Dos fueron las causales que engendraron la muerte del Bautista: el odio de una mujer adúltera que se había hecho consorte del rey Herodes; y la persuasión que, como profeta, Juan ejercía en el pueblo, desafiando las maniobras del monarca. “Es que Herodes era el que había enviado a prender a Juan y le había encadenado en la cárcel por causa de Herodías, la mujer de su hermano Filipo, con quien Herodes se había casado. Porque Juan decía a Herodes: «No te está permitido tener la mujer de tu hermano». Herodías lo aborrecía y quería matarlo, pero no podía. Pues Herodes temía a Juan, sabiendo que era hombre justo y santo, y lo protegía; y al oírlo, quedaba muy perplejo, y lo escuchaba con gusto” (Mc 6,17-20).
Las acusaciones de Juan acerca del quebrantamiento de la Ley divina por parte de ella le recordaban al pueblo su ilegitimidad, cuya única solución era la renuncia a su promiscua infidelidad. No dispuesta a retirarse, ella planeó la eliminación del profeta para poner fin a sus denuncias.
Herodes ya estaba convencido de terminar con esa relación ilícita que tanto daño le estaba infligiendo, y aprovechó el confinamiento de Juan para exhortarlo a que se hiciese su aliado a cambio de recuperar su libertad. Pero el Bautista era un hombre libre y orientado por el Espíritu.

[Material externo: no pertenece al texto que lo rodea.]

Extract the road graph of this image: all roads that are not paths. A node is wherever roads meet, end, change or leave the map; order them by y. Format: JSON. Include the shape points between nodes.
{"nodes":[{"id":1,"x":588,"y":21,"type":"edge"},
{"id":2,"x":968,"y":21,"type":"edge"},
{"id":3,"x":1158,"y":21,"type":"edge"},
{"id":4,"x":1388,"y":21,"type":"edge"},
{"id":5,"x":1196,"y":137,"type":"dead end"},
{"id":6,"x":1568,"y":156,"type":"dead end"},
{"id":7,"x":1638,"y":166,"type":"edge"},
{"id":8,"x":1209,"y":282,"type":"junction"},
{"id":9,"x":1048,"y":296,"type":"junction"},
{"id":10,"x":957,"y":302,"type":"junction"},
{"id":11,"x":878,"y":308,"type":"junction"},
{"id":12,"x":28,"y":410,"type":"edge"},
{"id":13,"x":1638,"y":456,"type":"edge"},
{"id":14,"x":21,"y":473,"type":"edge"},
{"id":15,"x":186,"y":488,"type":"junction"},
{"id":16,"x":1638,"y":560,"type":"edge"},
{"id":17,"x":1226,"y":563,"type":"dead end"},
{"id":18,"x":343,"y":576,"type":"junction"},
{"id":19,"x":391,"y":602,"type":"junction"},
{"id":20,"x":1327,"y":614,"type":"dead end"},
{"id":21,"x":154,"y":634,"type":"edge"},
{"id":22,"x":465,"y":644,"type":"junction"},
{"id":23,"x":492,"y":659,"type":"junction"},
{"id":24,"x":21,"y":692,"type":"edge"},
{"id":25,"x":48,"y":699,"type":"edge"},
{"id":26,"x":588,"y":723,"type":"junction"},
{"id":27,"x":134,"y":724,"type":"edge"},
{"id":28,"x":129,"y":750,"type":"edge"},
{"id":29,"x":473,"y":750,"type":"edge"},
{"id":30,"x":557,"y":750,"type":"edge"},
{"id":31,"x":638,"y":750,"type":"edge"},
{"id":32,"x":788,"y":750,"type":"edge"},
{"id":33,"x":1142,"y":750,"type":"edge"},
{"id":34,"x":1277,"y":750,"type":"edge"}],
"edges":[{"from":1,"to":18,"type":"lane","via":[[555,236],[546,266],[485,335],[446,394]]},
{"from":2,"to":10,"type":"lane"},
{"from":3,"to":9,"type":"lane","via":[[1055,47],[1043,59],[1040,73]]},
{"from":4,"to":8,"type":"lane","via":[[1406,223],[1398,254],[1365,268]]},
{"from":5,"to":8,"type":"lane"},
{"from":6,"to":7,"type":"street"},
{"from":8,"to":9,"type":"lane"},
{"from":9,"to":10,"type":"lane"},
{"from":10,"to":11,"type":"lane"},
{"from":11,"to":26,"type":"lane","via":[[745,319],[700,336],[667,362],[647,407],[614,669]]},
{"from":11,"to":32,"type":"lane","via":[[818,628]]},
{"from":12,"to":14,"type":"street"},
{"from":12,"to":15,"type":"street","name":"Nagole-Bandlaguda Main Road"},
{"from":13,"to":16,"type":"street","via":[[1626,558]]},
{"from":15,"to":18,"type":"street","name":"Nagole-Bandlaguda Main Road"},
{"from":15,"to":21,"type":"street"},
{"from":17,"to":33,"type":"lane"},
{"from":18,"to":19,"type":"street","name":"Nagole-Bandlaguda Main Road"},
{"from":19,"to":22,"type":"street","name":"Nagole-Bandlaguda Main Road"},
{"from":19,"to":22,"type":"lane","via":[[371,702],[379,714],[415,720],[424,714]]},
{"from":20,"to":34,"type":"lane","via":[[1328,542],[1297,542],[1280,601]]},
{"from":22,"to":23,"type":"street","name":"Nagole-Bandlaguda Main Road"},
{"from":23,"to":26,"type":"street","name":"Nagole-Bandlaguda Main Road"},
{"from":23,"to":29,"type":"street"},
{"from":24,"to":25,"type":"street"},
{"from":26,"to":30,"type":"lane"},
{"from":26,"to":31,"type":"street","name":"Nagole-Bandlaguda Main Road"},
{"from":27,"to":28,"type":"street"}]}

En nada le aprovecharía a Herodes asesinar a un profeta; más ventajoso le resultaba conversar con él para enterarse de las cosas que se decían de su reino. Sus visitas a su prisionero en las mazmorras eran más frecuentes, y en su mujer crecía la tensión por la incertidumbre de verse desplazada, una angustia que excitaba en ella su odio al profeta. “Y llegó el día oportuno, cuando Herodes, en su cumpleaños, dio un banquete a sus magnates, a los tribunos y a los principales de Galilea. Entró la hija de la misma Herodías, danzó, y gustó mucho a Herodes y a los comensales” (Mc 6,21-22).
En su banquete, el anfitrión se regocijó a sí mismo ostentando su poder y su riqueza ante sus invitados, los influyentes y poderosos de su mundo. De pronto apareció Salomé, la sobrina e hijastra del rey, espléndida y afrentosa. Más que su danza le cautivó la joven mujer, y apeteció su cuerpo. “El rey, entonces, dijo a la muchacha: «Pídeme lo que quieras y te lo daré». Y le juró: «Te daré lo que me pidas, hasta la mitad de mi reino». Salió la muchacha y preguntó a su madre: «¿Qué voy a pedir?» Y ella le dijo: «La cabeza de Juan el Bautista». Entrando al punto apresuradamente adonde estaba el rey, le pidió: «Quiero que ahora mismo me des, en una bandeja, la cabeza de Juan el Bautista»” (Mc 6,22-25).
Antipas quiso lucirse, y prometió concederle lo que ella le pidiera. No le ofreció dividir su reino en dos, sino compartir su reinado con ella, convertirla en su reina. Herodías, rivalizando con la lozanía de su hija, se vio marchita, y optó por un acto de terror que además consumaría la derrota de su acusador, y soltó el embate final: pídele la cabeza de Juan el Bautista. “El rey se llenó de tristeza, pero no quiso desairarla a causa del juramento y de los comensales. Y al instante mandó el rey a uno de su guardia, con orden de traerle la cabeza de Juan. Se fue y lo decapitó en la cárcel. Y trajo su cabeza en una bandeja, y se la dio a la muchacha, y la muchacha se la dio a su madre” (Mc 6,26-28).
Aquella fiesta se convirtió en un banquete de muerte llegando a su fin con el terror de la muerte del último profeta. El verdugo descargó golpes de espada sobre el cuello de Juan, y luego de cortar con una daga lo que todavía unía su cabeza al cuerpo, la separó para colocarla en una charola que no le entregó a Herodes, sino a la que se había hecho dueña de su voluntad, y ella, a su vez se la dio a su madre, trazando así la ruta del poder. “Al enterarse sus discípulos, vinieron a recoger el cadáver y le dieron sepultura” (Mc 6,29).
Herodes es hoy figura de un caprichoso rey, Juan es el primer santo, contemplado por Dios en el plan de salvación para que supiese escucharlo y servirlo a fin de preparar el camino del Mesías bautizando con agua a quien luego nos bautizaría con el Espíritu de Dios. Y aquel Juan, a quien Herodes hizo decapitar, fue reconocido por Jesús como el más grande de los hombres.